Work item: The following entries are to be repeated exactly, and the pictures are to be left behind.

[Per-instance keypoint data]
· · · · ·
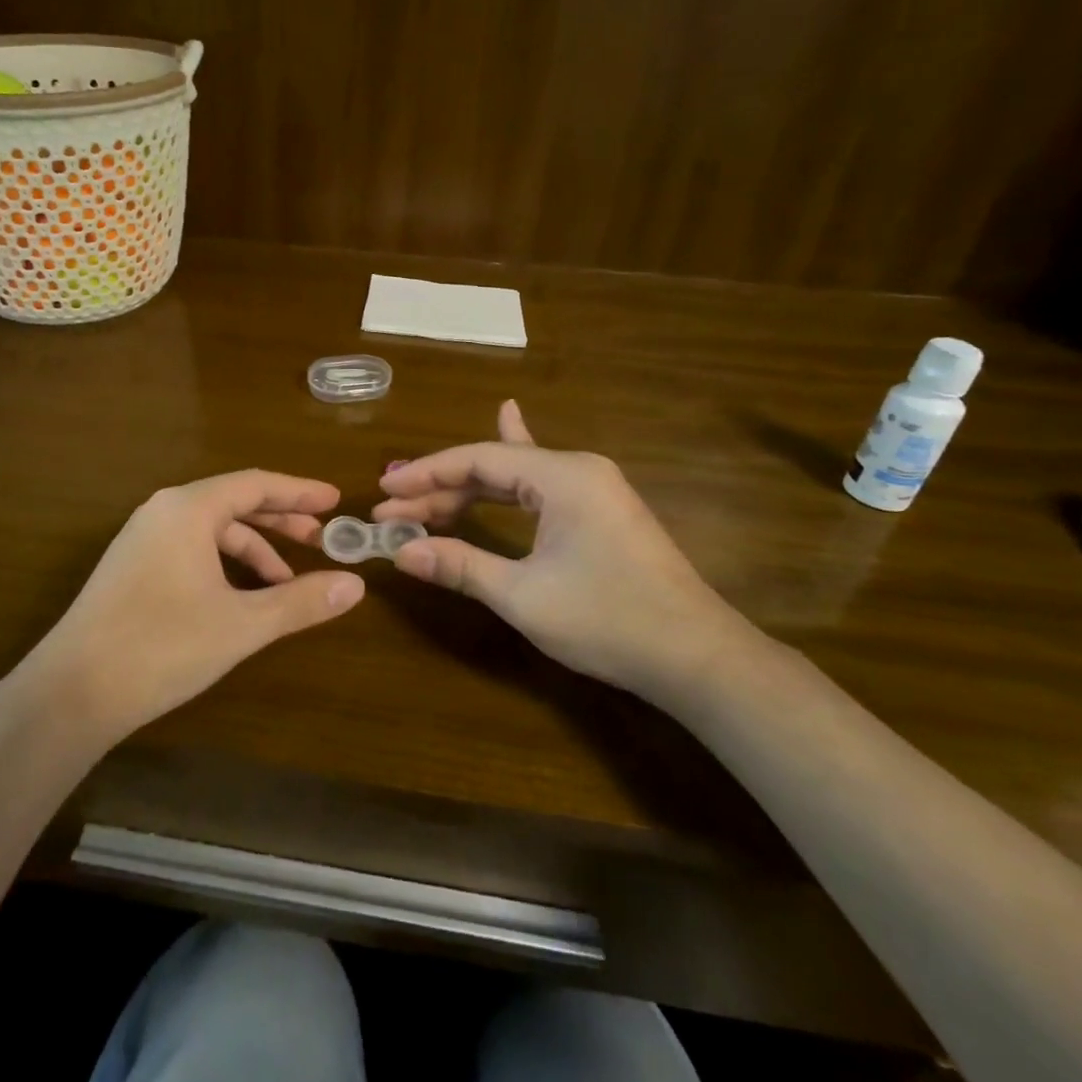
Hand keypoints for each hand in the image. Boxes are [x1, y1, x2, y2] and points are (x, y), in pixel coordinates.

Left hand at [29, 471, 364, 740]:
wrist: (73, 690)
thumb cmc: (163, 646)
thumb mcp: (242, 624)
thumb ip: (300, 601)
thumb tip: (355, 585)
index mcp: (188, 508)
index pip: (256, 484)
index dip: (299, 491)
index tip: (336, 501)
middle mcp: (163, 511)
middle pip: (234, 502)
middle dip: (281, 520)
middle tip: (322, 539)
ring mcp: (143, 538)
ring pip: (211, 530)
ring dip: (253, 549)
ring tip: (286, 583)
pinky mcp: (132, 566)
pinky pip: (191, 548)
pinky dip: (224, 564)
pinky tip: (241, 597)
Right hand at [373, 401, 752, 700]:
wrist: (698, 659)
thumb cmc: (609, 621)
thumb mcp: (524, 596)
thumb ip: (460, 566)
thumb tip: (400, 553)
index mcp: (562, 476)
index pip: (477, 460)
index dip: (425, 474)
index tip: (384, 491)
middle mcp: (578, 469)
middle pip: (493, 466)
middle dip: (440, 488)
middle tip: (393, 510)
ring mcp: (594, 488)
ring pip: (515, 478)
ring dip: (468, 491)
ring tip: (421, 497)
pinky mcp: (600, 511)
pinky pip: (540, 485)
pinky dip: (509, 477)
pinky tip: (508, 422)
· · · · ·
Answer for the task:
Hand keypoints for each hand in the image. Boxes are [x1, y1, x2, y2] and points are (x, y), in pixel coordinates.

Left hand at [29, 471, 364, 740]:
wrist: (73, 690)
thumb cmc: (163, 646)
thumb mcp: (242, 624)
thumb ip: (300, 601)
thumb tip: (355, 585)
index mcp: (188, 508)
index pip: (256, 484)
index dip: (299, 491)
index tip: (336, 501)
middle mcp: (163, 511)
middle pip: (234, 502)
middle dip: (281, 520)
middle tip: (322, 539)
ring mcp: (143, 538)
ring pip: (211, 530)
ring dip: (253, 549)
ring tip: (286, 583)
pinky mcp: (132, 566)
pinky pip: (191, 548)
pinky dip: (224, 564)
pinky tip: (241, 597)
Right hand at [373, 401, 752, 700]:
wrist: (698, 659)
thumb cmc: (609, 621)
thumb mcp: (524, 596)
thumb ip: (460, 566)
thumb tip: (400, 553)
index mcp: (562, 476)
index pip: (477, 460)
index dip: (425, 474)
index tip: (384, 491)
middle mcp: (578, 469)
middle pip: (493, 466)
middle dip: (440, 488)
middle tip: (393, 510)
ring mcp: (594, 488)
ring pip: (515, 478)
ring dip: (468, 491)
ring tip: (421, 497)
pinky mcp: (600, 511)
pinky pip: (540, 485)
pinky dip: (509, 477)
pinky tip: (508, 422)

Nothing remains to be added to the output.